[Dataset excerpts]
+ + + +

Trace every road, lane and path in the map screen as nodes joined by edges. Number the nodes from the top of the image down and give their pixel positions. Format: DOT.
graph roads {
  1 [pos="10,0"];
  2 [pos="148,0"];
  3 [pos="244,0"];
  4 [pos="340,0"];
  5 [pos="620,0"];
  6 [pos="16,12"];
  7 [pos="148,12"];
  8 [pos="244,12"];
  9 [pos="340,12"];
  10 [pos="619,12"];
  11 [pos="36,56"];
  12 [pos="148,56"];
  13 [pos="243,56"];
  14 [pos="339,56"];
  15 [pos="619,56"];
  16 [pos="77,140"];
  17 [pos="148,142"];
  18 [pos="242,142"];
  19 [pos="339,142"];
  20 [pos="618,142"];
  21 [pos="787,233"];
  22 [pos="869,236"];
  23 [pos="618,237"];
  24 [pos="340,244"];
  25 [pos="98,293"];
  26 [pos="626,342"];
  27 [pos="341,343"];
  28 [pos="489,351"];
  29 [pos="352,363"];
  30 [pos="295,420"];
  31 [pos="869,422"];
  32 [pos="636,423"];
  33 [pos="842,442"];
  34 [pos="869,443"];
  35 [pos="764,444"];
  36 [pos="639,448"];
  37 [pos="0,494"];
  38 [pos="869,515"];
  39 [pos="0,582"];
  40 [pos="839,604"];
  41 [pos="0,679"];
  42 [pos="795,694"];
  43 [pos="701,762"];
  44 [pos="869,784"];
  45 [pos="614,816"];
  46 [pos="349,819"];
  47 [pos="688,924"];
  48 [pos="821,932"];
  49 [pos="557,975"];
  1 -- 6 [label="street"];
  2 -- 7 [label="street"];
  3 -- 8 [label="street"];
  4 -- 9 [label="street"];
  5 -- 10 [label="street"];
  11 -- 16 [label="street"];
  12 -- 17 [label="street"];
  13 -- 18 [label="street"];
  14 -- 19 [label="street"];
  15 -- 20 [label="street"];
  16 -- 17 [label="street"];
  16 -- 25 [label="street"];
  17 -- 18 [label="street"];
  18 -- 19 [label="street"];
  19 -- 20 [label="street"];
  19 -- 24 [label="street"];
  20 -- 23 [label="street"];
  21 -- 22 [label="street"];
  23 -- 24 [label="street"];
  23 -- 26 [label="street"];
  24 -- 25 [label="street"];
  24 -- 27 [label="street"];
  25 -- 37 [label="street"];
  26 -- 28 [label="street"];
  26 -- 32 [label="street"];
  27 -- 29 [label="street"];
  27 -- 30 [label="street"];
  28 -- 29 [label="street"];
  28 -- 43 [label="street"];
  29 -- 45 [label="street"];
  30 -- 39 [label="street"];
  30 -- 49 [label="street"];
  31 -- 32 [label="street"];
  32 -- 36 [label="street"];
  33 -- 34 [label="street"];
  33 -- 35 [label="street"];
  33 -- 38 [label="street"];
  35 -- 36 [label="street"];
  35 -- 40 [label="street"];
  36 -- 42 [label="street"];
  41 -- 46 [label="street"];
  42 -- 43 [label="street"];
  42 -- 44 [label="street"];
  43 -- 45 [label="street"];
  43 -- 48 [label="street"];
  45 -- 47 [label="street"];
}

+ + + +

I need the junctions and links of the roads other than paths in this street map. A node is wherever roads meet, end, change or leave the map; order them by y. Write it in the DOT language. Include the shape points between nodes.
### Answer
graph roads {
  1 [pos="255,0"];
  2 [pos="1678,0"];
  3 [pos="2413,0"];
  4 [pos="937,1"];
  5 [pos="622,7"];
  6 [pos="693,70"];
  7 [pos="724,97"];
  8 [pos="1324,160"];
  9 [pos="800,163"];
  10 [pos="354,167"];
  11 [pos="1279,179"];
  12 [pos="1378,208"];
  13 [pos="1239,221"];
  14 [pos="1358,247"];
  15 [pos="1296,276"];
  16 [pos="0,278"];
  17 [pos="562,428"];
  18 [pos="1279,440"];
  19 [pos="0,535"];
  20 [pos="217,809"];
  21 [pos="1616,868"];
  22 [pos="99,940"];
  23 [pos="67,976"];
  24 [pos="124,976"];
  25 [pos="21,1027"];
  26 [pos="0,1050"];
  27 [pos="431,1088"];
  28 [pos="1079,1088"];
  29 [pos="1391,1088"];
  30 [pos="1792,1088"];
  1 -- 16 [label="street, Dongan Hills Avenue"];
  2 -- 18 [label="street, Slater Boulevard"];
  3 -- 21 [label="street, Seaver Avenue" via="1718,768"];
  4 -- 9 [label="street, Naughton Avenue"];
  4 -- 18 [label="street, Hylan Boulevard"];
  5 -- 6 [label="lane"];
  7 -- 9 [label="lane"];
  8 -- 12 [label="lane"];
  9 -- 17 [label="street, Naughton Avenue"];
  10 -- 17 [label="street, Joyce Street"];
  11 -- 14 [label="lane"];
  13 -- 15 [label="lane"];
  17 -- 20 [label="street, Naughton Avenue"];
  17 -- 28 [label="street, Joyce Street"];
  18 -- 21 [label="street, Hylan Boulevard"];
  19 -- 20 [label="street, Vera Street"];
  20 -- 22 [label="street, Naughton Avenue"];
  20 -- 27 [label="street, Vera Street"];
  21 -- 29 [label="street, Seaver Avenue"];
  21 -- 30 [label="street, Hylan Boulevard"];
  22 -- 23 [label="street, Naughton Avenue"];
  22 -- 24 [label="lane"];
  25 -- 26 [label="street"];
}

+ + + +

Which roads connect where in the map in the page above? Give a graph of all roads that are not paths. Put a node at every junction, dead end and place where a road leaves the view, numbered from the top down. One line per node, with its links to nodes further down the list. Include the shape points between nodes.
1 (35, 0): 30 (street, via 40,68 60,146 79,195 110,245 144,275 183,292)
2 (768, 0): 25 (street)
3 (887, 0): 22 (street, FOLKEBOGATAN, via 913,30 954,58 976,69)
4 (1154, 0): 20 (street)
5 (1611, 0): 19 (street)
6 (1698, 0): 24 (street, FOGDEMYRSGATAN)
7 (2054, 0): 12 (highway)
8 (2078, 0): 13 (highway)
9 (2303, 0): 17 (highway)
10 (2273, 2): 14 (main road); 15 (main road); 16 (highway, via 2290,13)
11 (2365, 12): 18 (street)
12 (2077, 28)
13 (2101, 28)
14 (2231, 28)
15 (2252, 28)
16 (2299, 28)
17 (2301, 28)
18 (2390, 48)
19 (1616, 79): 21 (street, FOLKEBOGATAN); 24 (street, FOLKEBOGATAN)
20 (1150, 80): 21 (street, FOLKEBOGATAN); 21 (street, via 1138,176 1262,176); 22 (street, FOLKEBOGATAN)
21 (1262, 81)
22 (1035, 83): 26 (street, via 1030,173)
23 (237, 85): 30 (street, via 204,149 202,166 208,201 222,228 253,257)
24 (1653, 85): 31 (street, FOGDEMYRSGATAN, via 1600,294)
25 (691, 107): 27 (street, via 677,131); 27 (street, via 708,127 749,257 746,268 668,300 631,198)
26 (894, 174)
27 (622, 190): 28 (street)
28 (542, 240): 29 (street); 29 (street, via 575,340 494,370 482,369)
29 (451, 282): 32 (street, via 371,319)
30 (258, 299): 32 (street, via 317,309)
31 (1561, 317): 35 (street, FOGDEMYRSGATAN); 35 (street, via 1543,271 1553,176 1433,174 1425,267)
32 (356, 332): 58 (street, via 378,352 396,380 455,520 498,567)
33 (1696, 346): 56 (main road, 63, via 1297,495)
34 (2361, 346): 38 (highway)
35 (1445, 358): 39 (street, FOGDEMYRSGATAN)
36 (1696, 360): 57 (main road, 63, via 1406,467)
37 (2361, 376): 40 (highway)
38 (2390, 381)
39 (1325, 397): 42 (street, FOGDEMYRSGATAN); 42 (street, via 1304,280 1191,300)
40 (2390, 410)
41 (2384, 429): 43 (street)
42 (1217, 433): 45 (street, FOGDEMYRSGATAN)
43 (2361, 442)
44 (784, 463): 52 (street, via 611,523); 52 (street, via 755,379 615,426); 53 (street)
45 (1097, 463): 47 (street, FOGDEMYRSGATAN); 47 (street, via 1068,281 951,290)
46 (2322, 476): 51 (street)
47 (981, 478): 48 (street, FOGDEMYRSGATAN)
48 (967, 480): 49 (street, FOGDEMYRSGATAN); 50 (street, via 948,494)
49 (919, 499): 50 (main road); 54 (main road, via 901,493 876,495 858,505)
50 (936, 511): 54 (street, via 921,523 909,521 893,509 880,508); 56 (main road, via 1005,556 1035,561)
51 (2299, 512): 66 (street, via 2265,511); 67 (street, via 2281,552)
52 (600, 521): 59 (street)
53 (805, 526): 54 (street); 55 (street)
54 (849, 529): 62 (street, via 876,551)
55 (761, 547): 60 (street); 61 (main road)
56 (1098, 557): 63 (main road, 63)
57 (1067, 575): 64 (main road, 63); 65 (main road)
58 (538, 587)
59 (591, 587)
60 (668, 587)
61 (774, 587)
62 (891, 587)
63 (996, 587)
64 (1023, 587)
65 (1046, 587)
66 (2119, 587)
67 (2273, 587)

+ + + +

▸ EXERCISE OBJECTIVE: Look through the entries above. Copy each line in which the string "roads" occurs.

▸ ANSWER FOR THE TASK:
graph roads {
I need the junctions and links of the roads other than paths in this street map. A node is wherever roads meet, end, change or leave the map; order them by y. Write it in the DOT language. Include the shape points between nodes.
graph roads {
Which roads connect where in the map in the page above? Give a graph of all roads that are not paths. Put a node at every junction, dead end and place where a road leaves the view, numbered from the top down. One line per node, with its links to nodes further down the list. Include the shape points between nodes.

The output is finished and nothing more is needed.